Zarra memekik. Darah segar mengalir keluar dari beberapa titik wajah dan tubuhnya. Perihnya tak terkatakan. Tapi tak ada seorang pun yang datang menolong. Om Haris sudah pergi membawa minumannya keluar dapur. Meninggalkan Zarra sendirian.

"Allahu Akbar... Ya Allah kupasrahkan hidup dan matiku pada-Mu..." rintih Zarra, tenggorokannya serasa tercekik. Kepalanya terasa pusing. Sesak oleh deraan rasa perih. Apakah ini akhir hidupnya? Namun, dia berusaha mengikhlaskan apa pun takdirnya. Air matanya pun luruh tak terbendung lagi.

Rey mendengar kegaduhan di dapur. Apa itu yang pecah? Dia terperanjat di sofa ruang tamu, terbangun dari tidurnya. Baru sejam lalu dia pulang ke rumah, mencoba membaringkan tubuhnya sebentar.

"Pah?" Rey memanggil ketika dilihatnya papa baru keluar dari dapur. Tapi lelaki itu tidak menanggapinya sama sekali. Terus saja jalan sempoyongan menuju kamarnya, mendekap erat botol vodka seolah itu adalah benda yang paling berharga untuknya di dunia ini.

Rey memutar bola mata. Percuma mengandalkan papa, mending dia cari tahu sendiri apa kira-kira benda yang dipecahkan kali ini. Dikuceknya mata sebentar, mengusir pening karena terbangun tiba-tiba. Kemudian tanpa curiga, Rey melangkah menuju dapur.

Setibanya di sana Rey menemukan sesuatu yang amat mengguncangkan jiwa.

"Zarra!" teriak Rey panik. Secepat mungkin menghampiri Zarra yang tertelungkup berdarah-darah di atas pecahan kaca. Gadis itu masih sadar, tapi hujaman kaca yang menempel rata di sekujur tubuh membuatnya tak berdaya, bahkan untuk bergerak. Meski begitu, dipaksanya untuk menoleh ke arah suara.

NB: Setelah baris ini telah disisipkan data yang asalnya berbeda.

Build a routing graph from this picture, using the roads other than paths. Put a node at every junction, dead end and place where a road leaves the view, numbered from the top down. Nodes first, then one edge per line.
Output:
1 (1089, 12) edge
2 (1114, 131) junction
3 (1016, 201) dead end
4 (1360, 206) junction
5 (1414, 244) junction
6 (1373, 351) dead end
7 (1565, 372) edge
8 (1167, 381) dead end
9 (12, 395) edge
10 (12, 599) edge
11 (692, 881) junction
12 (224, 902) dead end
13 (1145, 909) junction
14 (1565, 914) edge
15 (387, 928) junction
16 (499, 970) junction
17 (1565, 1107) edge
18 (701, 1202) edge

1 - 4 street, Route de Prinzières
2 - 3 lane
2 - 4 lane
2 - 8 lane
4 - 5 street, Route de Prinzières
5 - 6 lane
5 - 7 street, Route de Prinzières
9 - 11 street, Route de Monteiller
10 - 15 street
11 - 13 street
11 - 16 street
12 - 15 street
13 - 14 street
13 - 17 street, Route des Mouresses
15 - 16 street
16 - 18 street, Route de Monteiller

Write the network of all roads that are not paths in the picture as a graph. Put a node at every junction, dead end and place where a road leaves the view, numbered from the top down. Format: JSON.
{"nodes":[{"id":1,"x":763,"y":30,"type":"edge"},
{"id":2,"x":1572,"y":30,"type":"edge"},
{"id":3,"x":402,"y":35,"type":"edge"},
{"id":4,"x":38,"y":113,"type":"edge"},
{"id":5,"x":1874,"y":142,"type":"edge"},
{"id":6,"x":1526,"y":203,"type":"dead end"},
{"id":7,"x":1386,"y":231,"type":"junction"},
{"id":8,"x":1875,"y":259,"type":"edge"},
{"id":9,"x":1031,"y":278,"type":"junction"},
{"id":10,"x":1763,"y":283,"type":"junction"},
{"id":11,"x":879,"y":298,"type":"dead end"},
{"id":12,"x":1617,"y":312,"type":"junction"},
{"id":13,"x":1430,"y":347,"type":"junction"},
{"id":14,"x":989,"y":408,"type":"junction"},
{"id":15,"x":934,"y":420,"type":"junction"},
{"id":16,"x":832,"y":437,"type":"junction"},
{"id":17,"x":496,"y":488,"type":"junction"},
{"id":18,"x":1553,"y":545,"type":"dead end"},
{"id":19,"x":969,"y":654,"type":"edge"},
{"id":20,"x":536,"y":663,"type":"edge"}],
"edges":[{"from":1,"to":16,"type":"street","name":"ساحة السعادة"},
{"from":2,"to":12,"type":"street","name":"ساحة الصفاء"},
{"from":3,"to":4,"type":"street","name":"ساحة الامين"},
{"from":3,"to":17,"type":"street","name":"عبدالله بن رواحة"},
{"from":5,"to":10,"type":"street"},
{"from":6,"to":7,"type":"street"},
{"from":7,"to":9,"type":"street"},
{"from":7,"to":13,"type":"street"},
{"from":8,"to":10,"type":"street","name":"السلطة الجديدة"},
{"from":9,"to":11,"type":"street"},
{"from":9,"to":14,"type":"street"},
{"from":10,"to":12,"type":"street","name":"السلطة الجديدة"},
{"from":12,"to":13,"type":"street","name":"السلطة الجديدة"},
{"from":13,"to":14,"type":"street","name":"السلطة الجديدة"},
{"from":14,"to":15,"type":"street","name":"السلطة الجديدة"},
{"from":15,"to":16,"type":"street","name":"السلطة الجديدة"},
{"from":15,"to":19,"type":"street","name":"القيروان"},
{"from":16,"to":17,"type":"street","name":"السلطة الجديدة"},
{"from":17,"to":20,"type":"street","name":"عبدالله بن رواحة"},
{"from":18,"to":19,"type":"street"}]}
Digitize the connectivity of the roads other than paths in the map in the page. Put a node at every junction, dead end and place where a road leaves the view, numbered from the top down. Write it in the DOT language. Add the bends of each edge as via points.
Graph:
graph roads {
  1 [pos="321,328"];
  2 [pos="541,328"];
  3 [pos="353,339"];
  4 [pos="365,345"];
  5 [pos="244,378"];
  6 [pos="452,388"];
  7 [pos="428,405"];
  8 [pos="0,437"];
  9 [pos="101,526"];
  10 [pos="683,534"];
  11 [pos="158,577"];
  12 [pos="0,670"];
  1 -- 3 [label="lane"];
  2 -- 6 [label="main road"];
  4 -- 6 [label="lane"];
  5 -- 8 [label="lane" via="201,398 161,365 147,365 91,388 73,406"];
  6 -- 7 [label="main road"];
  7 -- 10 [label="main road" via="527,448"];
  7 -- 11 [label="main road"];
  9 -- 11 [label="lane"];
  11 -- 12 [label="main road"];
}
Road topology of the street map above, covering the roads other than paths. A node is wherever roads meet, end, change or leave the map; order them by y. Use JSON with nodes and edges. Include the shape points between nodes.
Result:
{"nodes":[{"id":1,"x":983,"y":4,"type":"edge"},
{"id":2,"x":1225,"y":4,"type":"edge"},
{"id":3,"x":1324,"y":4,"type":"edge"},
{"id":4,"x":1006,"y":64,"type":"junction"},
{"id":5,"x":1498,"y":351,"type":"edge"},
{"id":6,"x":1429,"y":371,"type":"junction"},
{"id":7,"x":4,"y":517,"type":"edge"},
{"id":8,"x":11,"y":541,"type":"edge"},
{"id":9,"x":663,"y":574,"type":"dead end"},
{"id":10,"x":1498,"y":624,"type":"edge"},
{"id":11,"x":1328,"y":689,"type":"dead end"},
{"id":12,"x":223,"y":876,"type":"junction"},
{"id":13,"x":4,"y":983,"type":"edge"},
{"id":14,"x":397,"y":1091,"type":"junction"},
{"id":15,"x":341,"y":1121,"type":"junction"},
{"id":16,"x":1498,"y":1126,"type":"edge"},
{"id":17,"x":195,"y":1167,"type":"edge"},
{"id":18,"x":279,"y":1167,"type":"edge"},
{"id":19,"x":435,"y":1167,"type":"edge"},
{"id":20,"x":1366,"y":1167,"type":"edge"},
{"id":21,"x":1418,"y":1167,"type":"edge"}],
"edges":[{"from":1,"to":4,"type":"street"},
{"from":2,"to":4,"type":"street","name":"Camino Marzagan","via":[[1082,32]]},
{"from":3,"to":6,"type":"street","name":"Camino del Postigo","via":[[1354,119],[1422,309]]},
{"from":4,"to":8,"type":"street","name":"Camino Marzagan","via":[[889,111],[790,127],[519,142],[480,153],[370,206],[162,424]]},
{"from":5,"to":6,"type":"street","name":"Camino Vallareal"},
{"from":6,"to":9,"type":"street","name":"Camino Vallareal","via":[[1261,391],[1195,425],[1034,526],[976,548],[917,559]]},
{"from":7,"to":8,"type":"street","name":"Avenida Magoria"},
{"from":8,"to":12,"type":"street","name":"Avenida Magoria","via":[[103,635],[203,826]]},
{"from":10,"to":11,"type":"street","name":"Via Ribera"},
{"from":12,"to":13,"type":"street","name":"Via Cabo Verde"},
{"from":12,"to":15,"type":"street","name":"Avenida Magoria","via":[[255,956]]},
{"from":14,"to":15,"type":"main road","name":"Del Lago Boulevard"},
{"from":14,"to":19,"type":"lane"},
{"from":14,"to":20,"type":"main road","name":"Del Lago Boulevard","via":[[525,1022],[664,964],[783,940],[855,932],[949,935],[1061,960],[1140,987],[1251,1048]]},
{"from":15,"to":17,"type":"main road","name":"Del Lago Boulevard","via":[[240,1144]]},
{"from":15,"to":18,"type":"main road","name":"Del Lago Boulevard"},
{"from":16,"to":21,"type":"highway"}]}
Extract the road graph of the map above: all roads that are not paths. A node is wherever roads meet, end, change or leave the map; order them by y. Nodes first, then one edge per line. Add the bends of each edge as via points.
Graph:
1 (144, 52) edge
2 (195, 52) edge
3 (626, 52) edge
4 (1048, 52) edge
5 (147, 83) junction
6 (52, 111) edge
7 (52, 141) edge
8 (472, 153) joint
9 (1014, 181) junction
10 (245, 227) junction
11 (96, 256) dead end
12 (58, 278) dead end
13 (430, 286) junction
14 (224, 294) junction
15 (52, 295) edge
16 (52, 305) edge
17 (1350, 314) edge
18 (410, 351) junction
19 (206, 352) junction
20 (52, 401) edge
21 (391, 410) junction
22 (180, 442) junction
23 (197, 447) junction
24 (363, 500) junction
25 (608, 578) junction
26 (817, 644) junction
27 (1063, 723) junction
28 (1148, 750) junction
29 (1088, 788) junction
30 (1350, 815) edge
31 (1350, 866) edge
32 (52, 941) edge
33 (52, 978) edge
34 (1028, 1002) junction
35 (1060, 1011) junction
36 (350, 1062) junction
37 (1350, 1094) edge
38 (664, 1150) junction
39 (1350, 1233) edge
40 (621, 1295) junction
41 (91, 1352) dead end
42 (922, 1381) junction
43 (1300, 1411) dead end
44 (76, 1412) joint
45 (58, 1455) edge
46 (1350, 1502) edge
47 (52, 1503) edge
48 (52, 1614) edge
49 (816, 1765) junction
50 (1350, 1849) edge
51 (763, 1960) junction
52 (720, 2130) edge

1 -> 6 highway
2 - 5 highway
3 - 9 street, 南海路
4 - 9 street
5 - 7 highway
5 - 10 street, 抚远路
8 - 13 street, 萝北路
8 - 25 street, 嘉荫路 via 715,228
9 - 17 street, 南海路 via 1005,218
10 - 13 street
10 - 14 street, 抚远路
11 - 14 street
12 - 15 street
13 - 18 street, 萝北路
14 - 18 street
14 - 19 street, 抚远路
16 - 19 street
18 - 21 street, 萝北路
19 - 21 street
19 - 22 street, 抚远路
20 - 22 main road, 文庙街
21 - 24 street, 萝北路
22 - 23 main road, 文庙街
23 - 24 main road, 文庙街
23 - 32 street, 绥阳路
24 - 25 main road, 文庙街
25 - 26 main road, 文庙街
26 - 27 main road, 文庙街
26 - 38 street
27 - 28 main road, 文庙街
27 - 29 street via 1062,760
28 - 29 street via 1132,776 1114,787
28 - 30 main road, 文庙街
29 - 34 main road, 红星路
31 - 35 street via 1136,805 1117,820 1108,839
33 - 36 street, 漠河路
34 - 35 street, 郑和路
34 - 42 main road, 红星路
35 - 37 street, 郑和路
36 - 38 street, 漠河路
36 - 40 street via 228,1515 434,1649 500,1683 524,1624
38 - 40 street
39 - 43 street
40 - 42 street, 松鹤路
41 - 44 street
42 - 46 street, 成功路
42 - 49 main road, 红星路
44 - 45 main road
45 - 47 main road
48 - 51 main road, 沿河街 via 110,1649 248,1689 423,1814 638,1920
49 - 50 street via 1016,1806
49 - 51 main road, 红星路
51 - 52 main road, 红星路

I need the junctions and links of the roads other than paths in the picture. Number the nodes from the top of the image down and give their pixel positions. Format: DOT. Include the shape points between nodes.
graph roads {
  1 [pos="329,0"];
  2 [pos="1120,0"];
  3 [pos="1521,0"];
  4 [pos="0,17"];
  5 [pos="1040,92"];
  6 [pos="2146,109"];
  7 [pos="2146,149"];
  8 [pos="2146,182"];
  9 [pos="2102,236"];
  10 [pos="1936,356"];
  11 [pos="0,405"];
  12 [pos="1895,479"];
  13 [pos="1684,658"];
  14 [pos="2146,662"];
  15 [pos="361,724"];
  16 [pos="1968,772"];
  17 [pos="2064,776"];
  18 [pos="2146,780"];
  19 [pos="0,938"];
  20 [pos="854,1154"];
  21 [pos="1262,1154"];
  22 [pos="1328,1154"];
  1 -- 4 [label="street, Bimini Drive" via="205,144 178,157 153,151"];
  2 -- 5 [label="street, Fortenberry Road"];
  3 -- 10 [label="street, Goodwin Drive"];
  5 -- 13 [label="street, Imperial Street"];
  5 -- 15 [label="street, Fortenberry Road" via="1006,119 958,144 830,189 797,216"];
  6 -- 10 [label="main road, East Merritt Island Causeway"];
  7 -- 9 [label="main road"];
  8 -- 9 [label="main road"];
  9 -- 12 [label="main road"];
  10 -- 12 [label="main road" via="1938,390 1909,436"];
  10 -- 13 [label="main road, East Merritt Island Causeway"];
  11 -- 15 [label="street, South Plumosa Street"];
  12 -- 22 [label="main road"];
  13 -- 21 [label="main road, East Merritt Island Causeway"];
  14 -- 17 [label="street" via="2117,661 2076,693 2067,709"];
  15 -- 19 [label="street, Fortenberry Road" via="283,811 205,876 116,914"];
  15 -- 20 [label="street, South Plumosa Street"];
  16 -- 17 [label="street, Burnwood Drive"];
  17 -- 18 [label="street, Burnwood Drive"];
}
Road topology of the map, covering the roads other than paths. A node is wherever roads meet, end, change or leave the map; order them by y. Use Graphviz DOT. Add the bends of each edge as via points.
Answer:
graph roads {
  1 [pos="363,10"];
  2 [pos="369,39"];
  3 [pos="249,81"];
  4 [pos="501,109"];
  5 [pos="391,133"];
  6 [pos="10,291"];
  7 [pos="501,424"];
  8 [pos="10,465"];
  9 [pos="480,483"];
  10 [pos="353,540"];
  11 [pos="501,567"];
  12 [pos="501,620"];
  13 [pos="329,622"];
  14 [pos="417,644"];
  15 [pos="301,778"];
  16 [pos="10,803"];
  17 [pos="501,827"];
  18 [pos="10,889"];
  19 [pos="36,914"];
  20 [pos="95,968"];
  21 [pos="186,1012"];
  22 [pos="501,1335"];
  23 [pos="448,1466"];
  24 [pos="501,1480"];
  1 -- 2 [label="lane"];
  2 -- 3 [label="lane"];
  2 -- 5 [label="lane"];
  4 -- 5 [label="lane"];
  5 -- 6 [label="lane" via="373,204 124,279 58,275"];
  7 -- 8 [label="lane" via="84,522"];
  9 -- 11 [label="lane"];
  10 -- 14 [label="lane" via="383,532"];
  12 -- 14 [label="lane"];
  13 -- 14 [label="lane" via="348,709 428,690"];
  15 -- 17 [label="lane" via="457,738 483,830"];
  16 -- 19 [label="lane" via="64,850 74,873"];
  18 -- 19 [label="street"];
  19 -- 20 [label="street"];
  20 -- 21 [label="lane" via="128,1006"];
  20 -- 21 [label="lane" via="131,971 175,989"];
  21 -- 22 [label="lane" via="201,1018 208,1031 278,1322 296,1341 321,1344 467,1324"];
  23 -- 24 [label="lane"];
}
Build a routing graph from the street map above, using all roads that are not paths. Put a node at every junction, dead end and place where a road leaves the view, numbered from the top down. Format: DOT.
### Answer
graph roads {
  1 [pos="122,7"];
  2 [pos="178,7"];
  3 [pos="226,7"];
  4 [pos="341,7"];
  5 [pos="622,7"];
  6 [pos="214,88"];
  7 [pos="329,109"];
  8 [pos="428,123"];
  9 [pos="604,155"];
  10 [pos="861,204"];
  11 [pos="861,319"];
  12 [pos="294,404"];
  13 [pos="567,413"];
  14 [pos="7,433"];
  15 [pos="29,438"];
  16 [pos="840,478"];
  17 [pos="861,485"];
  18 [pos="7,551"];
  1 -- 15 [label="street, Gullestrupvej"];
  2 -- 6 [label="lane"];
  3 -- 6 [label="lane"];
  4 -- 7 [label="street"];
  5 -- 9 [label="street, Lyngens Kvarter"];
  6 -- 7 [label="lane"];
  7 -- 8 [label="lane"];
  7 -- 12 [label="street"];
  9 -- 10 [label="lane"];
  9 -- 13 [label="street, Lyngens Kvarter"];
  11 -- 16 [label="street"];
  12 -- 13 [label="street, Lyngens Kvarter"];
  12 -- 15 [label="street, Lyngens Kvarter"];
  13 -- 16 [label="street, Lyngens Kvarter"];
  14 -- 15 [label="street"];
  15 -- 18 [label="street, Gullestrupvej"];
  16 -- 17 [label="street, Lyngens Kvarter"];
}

"Rey," ucap Zarra lemah. Wajah moleknya terluka. Tersayat-sayat kecil di beberapa bagian kening, pipi dan hidungnya. Rambut panjangnya yang hitam, terhampar di lantai laksana birai yang berpadu serpihan kaca.

"Iya, ini aku," Rey berucap lirih. Dia berjongkok menjulurkan tangannya selembut mungkin menangkup tubuh Zarra, mengangkatnya dalam dekapan. Lalu dibalikannya tubuh gadis yang dicintainya itu perlahan, supaya terlentang menghadapnya. Banyak banget pecahan kaca yang menempel di tubuh Zarra, terutama di dada dan perutnya. Darah segar menetes-netes dari semua luka sayatan itu, membasahi lantai dapur.

Zarra mengernyit. "Sakit..." keluhnya pelan.

Rey terkesiap. Hatinya seperti terhantam palu godam. Diperhatikannya wajah Zarra yang memucat kehilangan banyak darah. Gawat!